In response to Biden’s remarks, China swiftly labeled the comment a “blatant political provocation,” underscoring the tensions surrounding the issue. “China expresses strong dissatisfaction and opposition,” Mao Ning, a spokesperson for the Chinese foreign ministry, said. “The U.S. remarks are extremely absurd and irresponsible.”
A recent diplomatic controversy has emerged over reports that Cuba has granted permission to China to construct a joint military training facility on the island, located just a few hundred miles off the coast of Florida. The Biden administration has acknowledged being aware of Chinese spy operations that have been targeting the U.S. for an extended period.
Over the past decade, the U.S. and China have experienced a complex and multifaceted rivalry that has evolved across various domains. Economic competition has been a central aspect of the U.S.-China rivalry. China’s rapid economic growth, its emergence as the world’s second-largest economy, and its expanding global influence have raised concerns in the U.S. which has accused China of unfair trade practices, intellectual property theft, and forced technology transfer. This has led to trade disputes, including the imposition of tariffs and trade restrictions by both sides.
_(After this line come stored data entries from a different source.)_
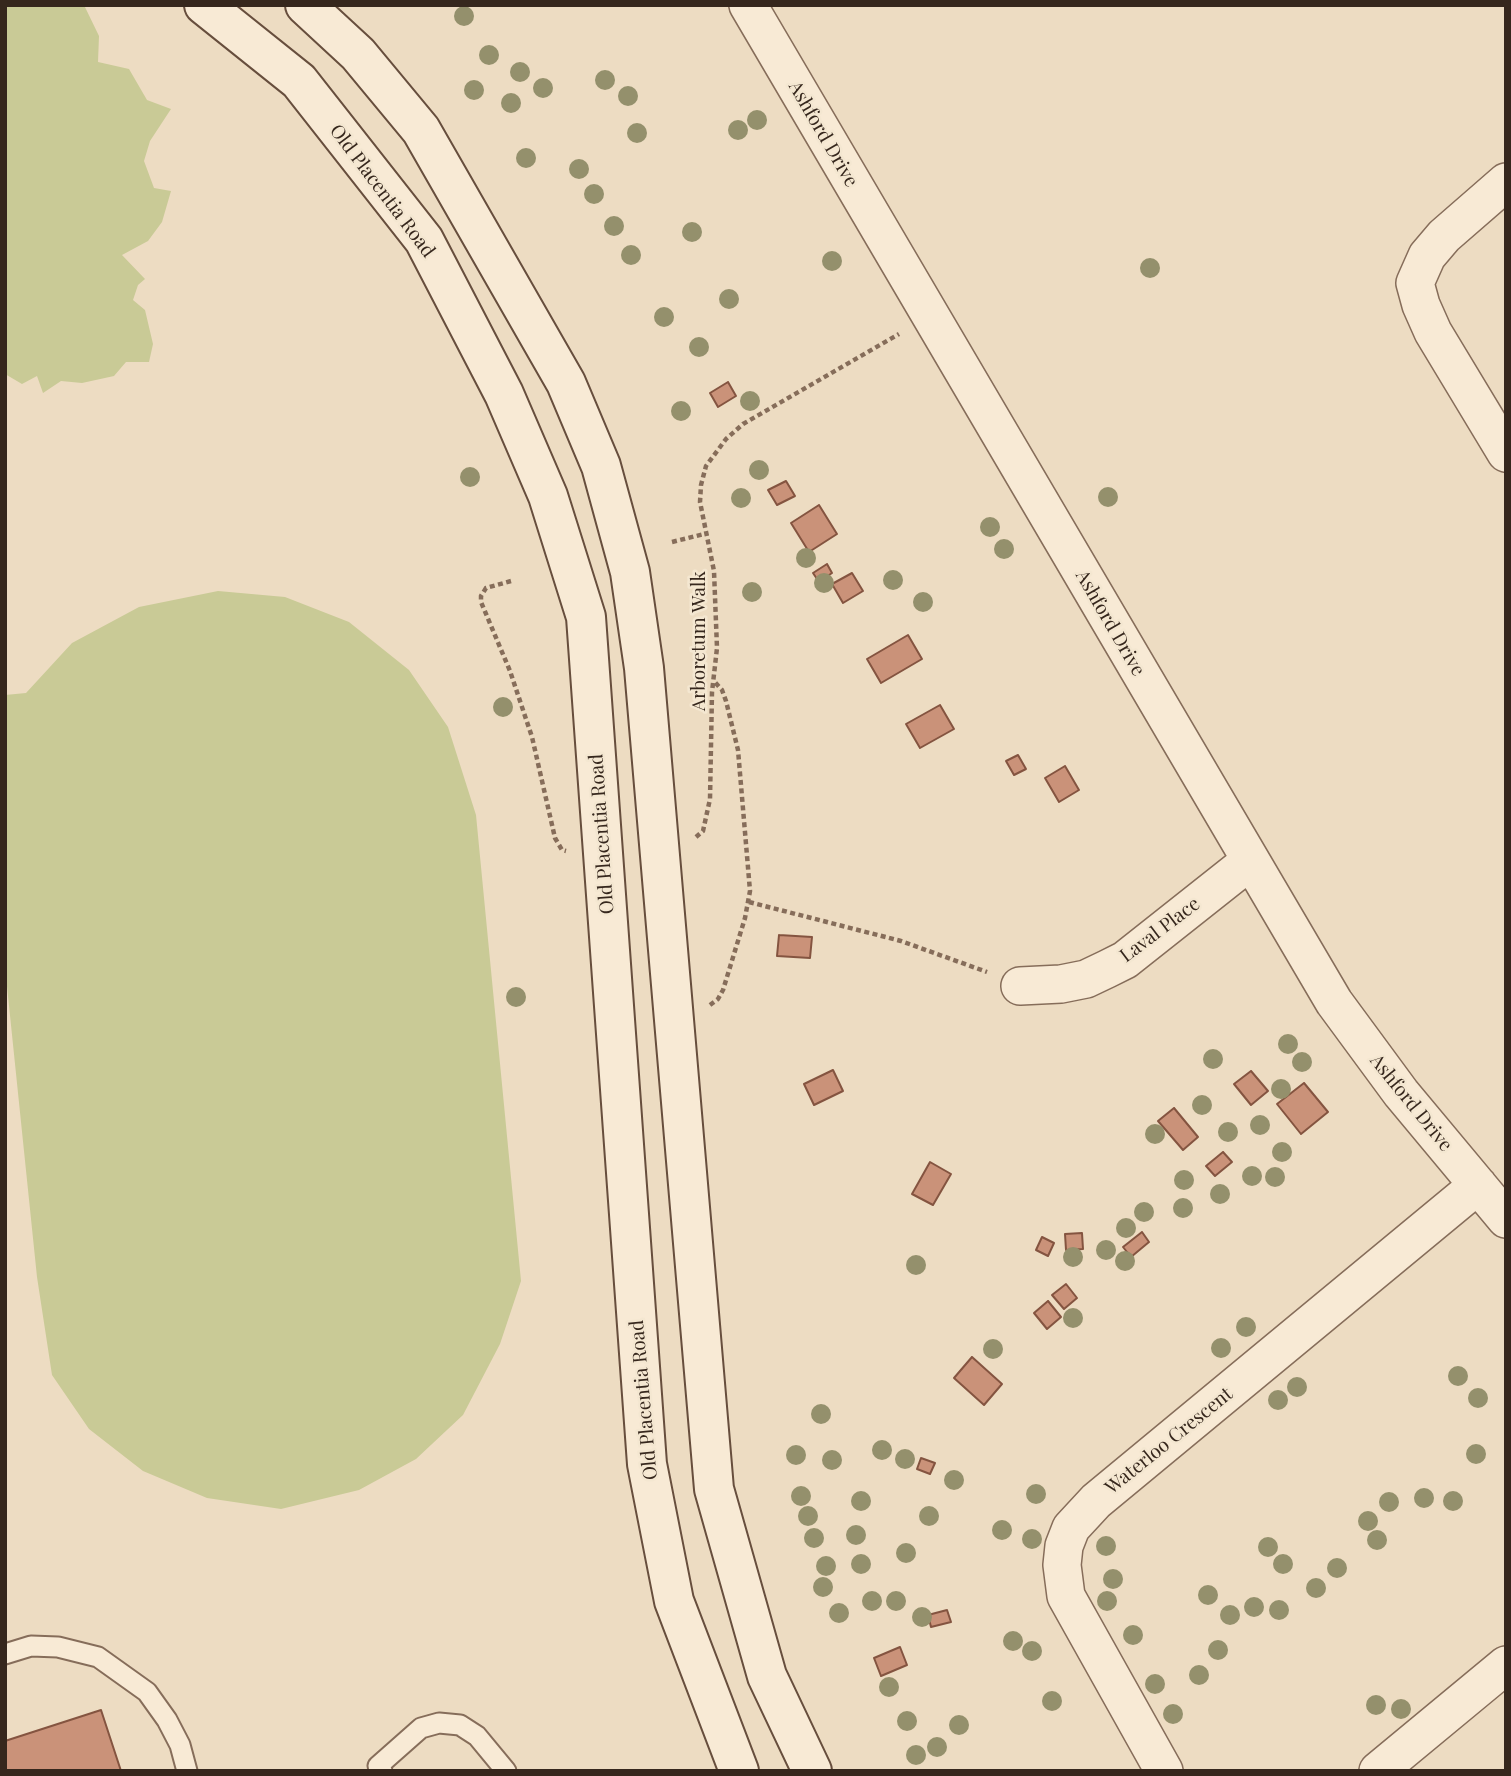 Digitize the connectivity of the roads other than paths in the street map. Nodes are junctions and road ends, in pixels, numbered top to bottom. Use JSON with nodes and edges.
{"nodes":[{"id":1,"x":204,"y":5,"type":"edge"},
{"id":2,"x":304,"y":5,"type":"edge"},
{"id":3,"x":748,"y":5,"type":"edge"},
{"id":4,"x":1506,"y":182,"type":"edge"},
{"id":5,"x":1506,"y":453,"type":"edge"},
{"id":6,"x":1250,"y":861,"type":"junction"},
{"id":7,"x":1020,"y":986,"type":"road end"},
{"id":8,"x":1478,"y":1185,"type":"junction"},
{"id":9,"x":1506,"y":1219,"type":"edge"},
{"id":10,"x":5,"y":1654,"type":"edge"},
{"id":11,"x":1506,"y":1665,"type":"edge"},
{"id":12,"x":187,"y":1771,"type":"edge"},
{"id":13,"x":382,"y":1771,"type":"edge"},
{"id":14,"x":506,"y":1771,"type":"edge"},
{"id":15,"x":739,"y":1771,"type":"edge"},
{"id":16,"x":812,"y":1771,"type":"edge"},
{"id":17,"x":1164,"y":1771,"type":"edge"},
{"id":18,"x":1378,"y":1771,"type":"edge"}],
"edges":[{"from":1,"to":15,"type":"main road","name":"Old Placentia Road"},
{"from":2,"to":16,"type":"main road"},
{"from":3,"to":6,"type":"street","name":"Ashford Drive"},
{"from":4,"to":5,"type":"street"},
{"from":6,"to":7,"type":"street","name":"Laval Place"},
{"from":6,"to":8,"type":"street","name":"Ashford Drive"},
{"from":8,"to":9,"type":"street","name":"Ashford Drive"},
{"from":8,"to":17,"type":"street","name":"Waterloo Crescent"},
{"from":10,"to":12,"type":"lane"},
{"from":11,"to":18,"type":"street"},
{"from":13,"to":14,"type":"lane"}]} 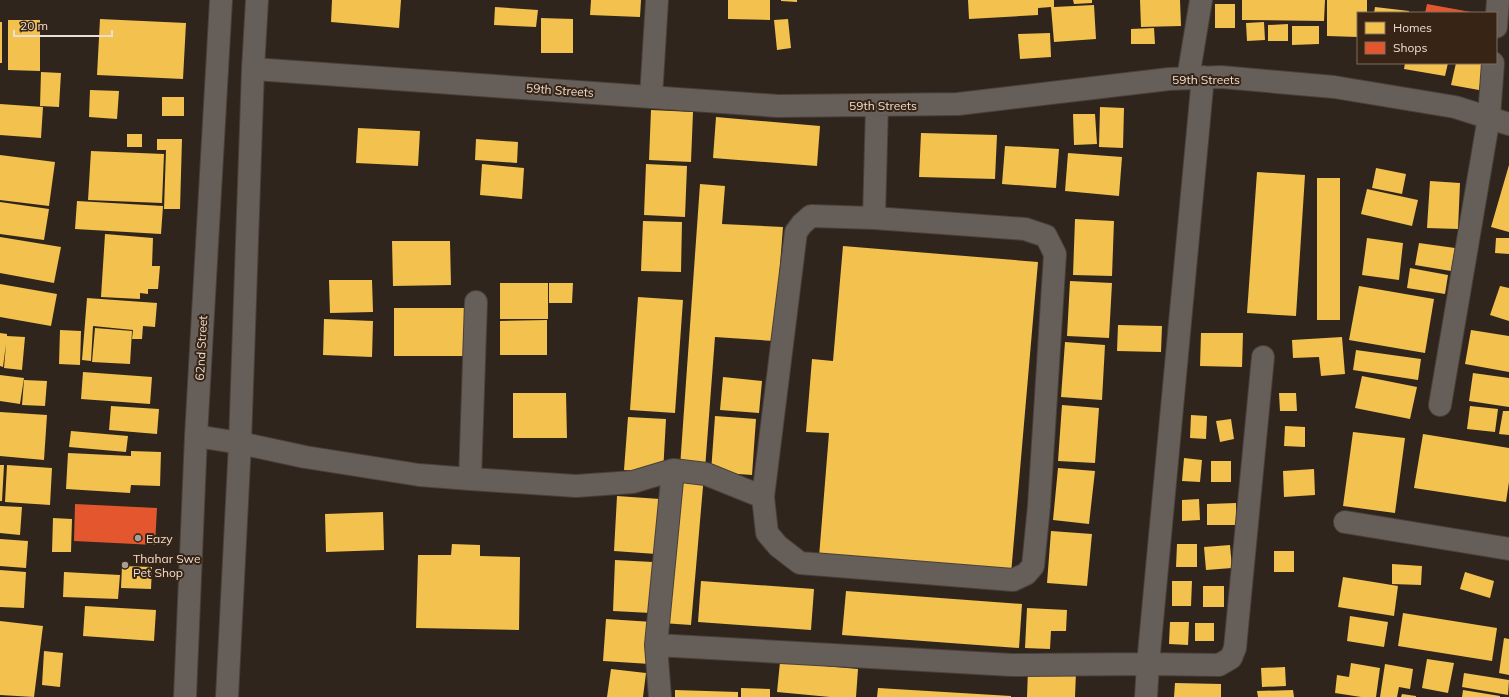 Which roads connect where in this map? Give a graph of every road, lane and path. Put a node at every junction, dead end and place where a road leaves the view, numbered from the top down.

The race for technological dominance has intensified the rivalry. China has made significant strides in areas like artificial intelligence, 5G telecommunications, and advanced manufacturing. The U.S., on the other hand, has raised concerns about China’s state-led technology development strategies, alleging national security risks and unfair competition. The U.S. has taken measures to restrict Chinese access to certain advanced technologies and has also implemented export controls.
On the geopolitical level, China’s increasing assertiveness in the South China Sea, its Belt and Road Initiative aimed at expanding its global influence through infrastructure projects, and its growing military capabilities have raised concerns among the U.S. and its allies. The U.S. has sought to counter China’s influence by enhancing alliances and partnerships in the Indo-Pacific region.
China’s authoritarian political system and its human rights record have also been points of contention. The U.S. has criticized China’s human rights record, including its treatment of Uyghur Muslims in Xinjiang and its crackdown on pro-democracy movements in Hong Kong. These issues have strained bilateral relations and led to diplomatic confrontations.
Security concerns related to emerging technologies have intensified the rivalry. The U.S. has raised concerns about Chinese telecommunications companies like Huawei, or the social media app TikTok, alleging that they pose risks to national security due to potential backdoors and data privacy concerns. The U.S. has sought to limit Chinese companies access to its telecommunications networks and has encouraged its allies to adopt similar measures.
The ongoing rivalry between the U.S. and China has played out on the global stage, affecting international institutions and diplomatic relationships. Both countries have sought to gain influence and support in international organizations and forums. This has led to competition in areas such as the United Nations, the World Trade Organization, and regional organizations, with the two sides often advocating for different approaches and policies.
This rivalry will continue over the next few decades. American influence is on the wane, while China’s influence is rising, especially in the Middle East and Africa. While the Biden administration wants to reduce American influence and share the world stage with other countries on equal footing, China wants to become the next global superpower – even if this means it will negatively affect its relationship with America.